> **Data supplied**
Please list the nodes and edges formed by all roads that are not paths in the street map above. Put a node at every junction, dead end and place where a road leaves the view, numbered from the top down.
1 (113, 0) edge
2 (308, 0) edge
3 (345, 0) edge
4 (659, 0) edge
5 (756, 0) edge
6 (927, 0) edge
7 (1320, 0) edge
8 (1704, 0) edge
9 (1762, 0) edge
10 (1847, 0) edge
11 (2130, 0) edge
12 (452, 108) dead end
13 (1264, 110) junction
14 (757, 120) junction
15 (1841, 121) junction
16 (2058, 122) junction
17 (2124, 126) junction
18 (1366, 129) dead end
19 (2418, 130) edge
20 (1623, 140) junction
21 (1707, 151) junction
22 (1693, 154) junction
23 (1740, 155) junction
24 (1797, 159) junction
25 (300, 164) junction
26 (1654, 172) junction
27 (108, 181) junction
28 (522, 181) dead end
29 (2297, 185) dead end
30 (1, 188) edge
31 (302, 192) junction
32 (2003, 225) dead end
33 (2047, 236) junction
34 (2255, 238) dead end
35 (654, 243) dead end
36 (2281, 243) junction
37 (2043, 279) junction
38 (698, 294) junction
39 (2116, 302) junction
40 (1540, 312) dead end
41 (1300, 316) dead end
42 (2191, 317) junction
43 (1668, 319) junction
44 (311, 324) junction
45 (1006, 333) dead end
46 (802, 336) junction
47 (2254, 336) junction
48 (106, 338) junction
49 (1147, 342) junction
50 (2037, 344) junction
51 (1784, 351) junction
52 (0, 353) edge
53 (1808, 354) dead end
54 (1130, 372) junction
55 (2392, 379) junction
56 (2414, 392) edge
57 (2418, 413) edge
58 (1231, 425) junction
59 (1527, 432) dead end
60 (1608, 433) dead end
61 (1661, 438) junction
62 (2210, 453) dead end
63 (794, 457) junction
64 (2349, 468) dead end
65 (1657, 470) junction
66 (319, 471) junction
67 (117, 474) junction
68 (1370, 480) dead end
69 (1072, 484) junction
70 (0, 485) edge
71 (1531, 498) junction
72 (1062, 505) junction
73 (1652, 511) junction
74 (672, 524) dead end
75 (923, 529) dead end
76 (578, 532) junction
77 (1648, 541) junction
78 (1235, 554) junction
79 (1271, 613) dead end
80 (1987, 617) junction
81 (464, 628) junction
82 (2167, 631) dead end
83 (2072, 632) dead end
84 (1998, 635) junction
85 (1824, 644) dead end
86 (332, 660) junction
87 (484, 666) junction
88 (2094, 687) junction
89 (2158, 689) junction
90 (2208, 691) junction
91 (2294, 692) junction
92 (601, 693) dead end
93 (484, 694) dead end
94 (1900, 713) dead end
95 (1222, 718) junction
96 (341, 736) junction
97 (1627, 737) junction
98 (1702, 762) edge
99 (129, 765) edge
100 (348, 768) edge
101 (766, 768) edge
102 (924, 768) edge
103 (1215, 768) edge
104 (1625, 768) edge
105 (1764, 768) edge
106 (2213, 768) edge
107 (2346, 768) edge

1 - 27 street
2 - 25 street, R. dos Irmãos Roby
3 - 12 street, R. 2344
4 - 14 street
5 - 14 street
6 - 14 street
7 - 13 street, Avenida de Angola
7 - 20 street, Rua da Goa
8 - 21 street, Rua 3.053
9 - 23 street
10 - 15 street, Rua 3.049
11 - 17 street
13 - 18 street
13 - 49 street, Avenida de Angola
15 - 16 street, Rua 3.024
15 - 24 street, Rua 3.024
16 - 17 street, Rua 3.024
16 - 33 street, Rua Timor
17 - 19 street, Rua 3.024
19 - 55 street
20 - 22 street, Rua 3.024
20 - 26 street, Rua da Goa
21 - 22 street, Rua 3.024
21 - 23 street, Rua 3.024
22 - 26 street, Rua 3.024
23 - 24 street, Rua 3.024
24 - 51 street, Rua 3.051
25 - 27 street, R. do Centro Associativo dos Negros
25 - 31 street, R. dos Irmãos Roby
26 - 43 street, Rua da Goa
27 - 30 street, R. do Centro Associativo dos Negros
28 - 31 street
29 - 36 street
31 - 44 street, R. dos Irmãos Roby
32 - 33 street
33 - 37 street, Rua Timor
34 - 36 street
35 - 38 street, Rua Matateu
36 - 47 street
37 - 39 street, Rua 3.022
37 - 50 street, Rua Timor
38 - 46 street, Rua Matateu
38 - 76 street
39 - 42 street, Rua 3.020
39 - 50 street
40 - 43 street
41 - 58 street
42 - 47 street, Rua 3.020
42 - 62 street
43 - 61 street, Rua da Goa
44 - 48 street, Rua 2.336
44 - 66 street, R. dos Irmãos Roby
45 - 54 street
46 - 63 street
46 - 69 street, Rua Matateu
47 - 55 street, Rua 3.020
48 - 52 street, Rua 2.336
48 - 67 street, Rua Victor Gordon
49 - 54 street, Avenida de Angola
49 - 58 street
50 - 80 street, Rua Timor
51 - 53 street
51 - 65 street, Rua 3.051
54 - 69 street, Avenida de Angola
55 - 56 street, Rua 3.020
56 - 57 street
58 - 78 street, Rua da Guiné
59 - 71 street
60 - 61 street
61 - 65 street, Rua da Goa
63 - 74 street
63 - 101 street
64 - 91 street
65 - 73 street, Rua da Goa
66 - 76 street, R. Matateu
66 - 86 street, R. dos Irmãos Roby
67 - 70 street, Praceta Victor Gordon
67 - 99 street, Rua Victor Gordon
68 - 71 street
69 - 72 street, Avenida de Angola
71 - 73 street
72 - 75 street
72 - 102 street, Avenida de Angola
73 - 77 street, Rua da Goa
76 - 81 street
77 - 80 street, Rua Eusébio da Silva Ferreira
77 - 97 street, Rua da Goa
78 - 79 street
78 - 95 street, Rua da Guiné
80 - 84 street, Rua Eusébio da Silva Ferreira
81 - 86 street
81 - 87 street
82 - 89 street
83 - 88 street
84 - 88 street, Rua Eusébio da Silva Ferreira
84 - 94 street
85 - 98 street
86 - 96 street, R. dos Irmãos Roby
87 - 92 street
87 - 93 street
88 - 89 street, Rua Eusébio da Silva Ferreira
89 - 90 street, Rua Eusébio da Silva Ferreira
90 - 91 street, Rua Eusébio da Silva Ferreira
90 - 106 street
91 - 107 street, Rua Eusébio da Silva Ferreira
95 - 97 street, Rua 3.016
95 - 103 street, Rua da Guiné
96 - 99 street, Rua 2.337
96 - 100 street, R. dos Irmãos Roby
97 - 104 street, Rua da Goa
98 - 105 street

> **What you need to do**
Write the data out again. Match it word for word.

> **Task solution**
Please list the nodes and edges formed by all roads that are not paths in the street map above. Put a node at every junction, dead end and place where a road leaves the view, numbered from the top down.
1 (113, 0) edge
2 (308, 0) edge
3 (345, 0) edge
4 (659, 0) edge
5 (756, 0) edge
6 (927, 0) edge
7 (1320, 0) edge
8 (1704, 0) edge
9 (1762, 0) edge
10 (1847, 0) edge
11 (2130, 0) edge
12 (452, 108) dead end
13 (1264, 110) junction
14 (757, 120) junction
15 (1841, 121) junction
16 (2058, 122) junction
17 (2124, 126) junction
18 (1366, 129) dead end
19 (2418, 130) edge
20 (1623, 140) junction
21 (1707, 151) junction
22 (1693, 154) junction
23 (1740, 155) junction
24 (1797, 159) junction
25 (300, 164) junction
26 (1654, 172) junction
27 (108, 181) junction
28 (522, 181) dead end
29 (2297, 185) dead end
30 (1, 188) edge
31 (302, 192) junction
32 (2003, 225) dead end
33 (2047, 236) junction
34 (2255, 238) dead end
35 (654, 243) dead end
36 (2281, 243) junction
37 (2043, 279) junction
38 (698, 294) junction
39 (2116, 302) junction
40 (1540, 312) dead end
41 (1300, 316) dead end
42 (2191, 317) junction
43 (1668, 319) junction
44 (311, 324) junction
45 (1006, 333) dead end
46 (802, 336) junction
47 (2254, 336) junction
48 (106, 338) junction
49 (1147, 342) junction
50 (2037, 344) junction
51 (1784, 351) junction
52 (0, 353) edge
53 (1808, 354) dead end
54 (1130, 372) junction
55 (2392, 379) junction
56 (2414, 392) edge
57 (2418, 413) edge
58 (1231, 425) junction
59 (1527, 432) dead end
60 (1608, 433) dead end
61 (1661, 438) junction
62 (2210, 453) dead end
63 (794, 457) junction
64 (2349, 468) dead end
65 (1657, 470) junction
66 (319, 471) junction
67 (117, 474) junction
68 (1370, 480) dead end
69 (1072, 484) junction
70 (0, 485) edge
71 (1531, 498) junction
72 (1062, 505) junction
73 (1652, 511) junction
74 (672, 524) dead end
75 (923, 529) dead end
76 (578, 532) junction
77 (1648, 541) junction
78 (1235, 554) junction
79 (1271, 613) dead end
80 (1987, 617) junction
81 (464, 628) junction
82 (2167, 631) dead end
83 (2072, 632) dead end
84 (1998, 635) junction
85 (1824, 644) dead end
86 (332, 660) junction
87 (484, 666) junction
88 (2094, 687) junction
89 (2158, 689) junction
90 (2208, 691) junction
91 (2294, 692) junction
92 (601, 693) dead end
93 (484, 694) dead end
94 (1900, 713) dead end
95 (1222, 718) junction
96 (341, 736) junction
97 (1627, 737) junction
98 (1702, 762) edge
99 (129, 765) edge
100 (348, 768) edge
101 (766, 768) edge
102 (924, 768) edge
103 (1215, 768) edge
104 (1625, 768) edge
105 (1764, 768) edge
106 (2213, 768) edge
107 (2346, 768) edge

1 - 27 street
2 - 25 street, R. dos Irmãos Roby
3 - 12 street, R. 2344
4 - 14 street
5 - 14 street
6 - 14 street
7 - 13 street, Avenida de Angola
7 - 20 street, Rua da Goa
8 - 21 street, Rua 3.053
9 - 23 street
10 - 15 street, Rua 3.049
11 - 17 street
13 - 18 street
13 - 49 street, Avenida de Angola
15 - 16 street, Rua 3.024
15 - 24 street, Rua 3.024
16 - 17 street, Rua 3.024
16 - 33 street, Rua Timor
17 - 19 street, Rua 3.024
19 - 55 street
20 - 22 street, Rua 3.024
20 - 26 street, Rua da Goa
21 - 22 street, Rua 3.024
21 - 23 street, Rua 3.024
22 - 26 street, Rua 3.024
23 - 24 street, Rua 3.024
24 - 51 street, Rua 3.051
25 - 27 street, R. do Centro Associativo dos Negros
25 - 31 street, R. dos Irmãos Roby
26 - 43 street, Rua da Goa
27 - 30 street, R. do Centro Associativo dos Negros
28 - 31 street
29 - 36 street
31 - 44 street, R. dos Irmãos Roby
32 - 33 street
33 - 37 street, Rua Timor
34 - 36 street
35 - 38 street, Rua Matateu
36 - 47 street
37 - 39 street, Rua 3.022
37 - 50 street, Rua Timor
38 - 46 street, Rua Matateu
38 - 76 street
39 - 42 street, Rua 3.020
39 - 50 street
40 - 43 street
41 - 58 street
42 - 47 street, Rua 3.020
42 - 62 street
43 - 61 street, Rua da Goa
44 - 48 street, Rua 2.336
44 - 66 street, R. dos Irmãos Roby
45 - 54 street
46 - 63 street
46 - 69 street, Rua Matateu
47 - 55 street, Rua 3.020
48 - 52 street, Rua 2.336
48 - 67 street, Rua Victor Gordon
49 - 54 street, Avenida de Angola
49 - 58 street
50 - 80 street, Rua Timor
51 - 53 street
51 - 65 street, Rua 3.051
54 - 69 street, Avenida de Angola
55 - 56 street, Rua 3.020
56 - 57 street
58 - 78 street, Rua da Guiné
59 - 71 street
60 - 61 street
61 - 65 street, Rua da Goa
63 - 74 street
63 - 101 street
64 - 91 street
65 - 73 street, Rua da Goa
66 - 76 street, R. Matateu
66 - 86 street, R. dos Irmãos Roby
67 - 70 street, Praceta Victor Gordon
67 - 99 street, Rua Victor Gordon
68 - 71 street
69 - 72 street, Avenida de Angola
71 - 73 street
72 - 75 street
72 - 102 street, Avenida de Angola
73 - 77 street, Rua da Goa
76 - 81 street
77 - 80 street, Rua Eusébio da Silva Ferreira
77 - 97 street, Rua da Goa
78 - 79 street
78 - 95 street, Rua da Guiné
80 - 84 street, Rua Eusébio da Silva Ferreira
81 - 86 street
81 - 87 street
82 - 89 street
83 - 88 street
84 - 88 street, Rua Eusébio da Silva Ferreira
84 - 94 street
85 - 98 street
86 - 96 street, R. dos Irmãos Roby
87 - 92 street
87 - 93 street
88 - 89 street, Rua Eusébio da Silva Ferreira
89 - 90 street, Rua Eusébio da Silva Ferreira
90 - 91 street, Rua Eusébio da Silva Ferreira
90 - 106 street
91 - 107 street, Rua Eusébio da Silva Ferreira
95 - 97 street, Rua 3.016
95 - 103 street, Rua da Guiné
96 - 99 street, Rua 2.337
96 - 100 street, R. dos Irmãos Roby
97 - 104 street, Rua da Goa
98 - 105 street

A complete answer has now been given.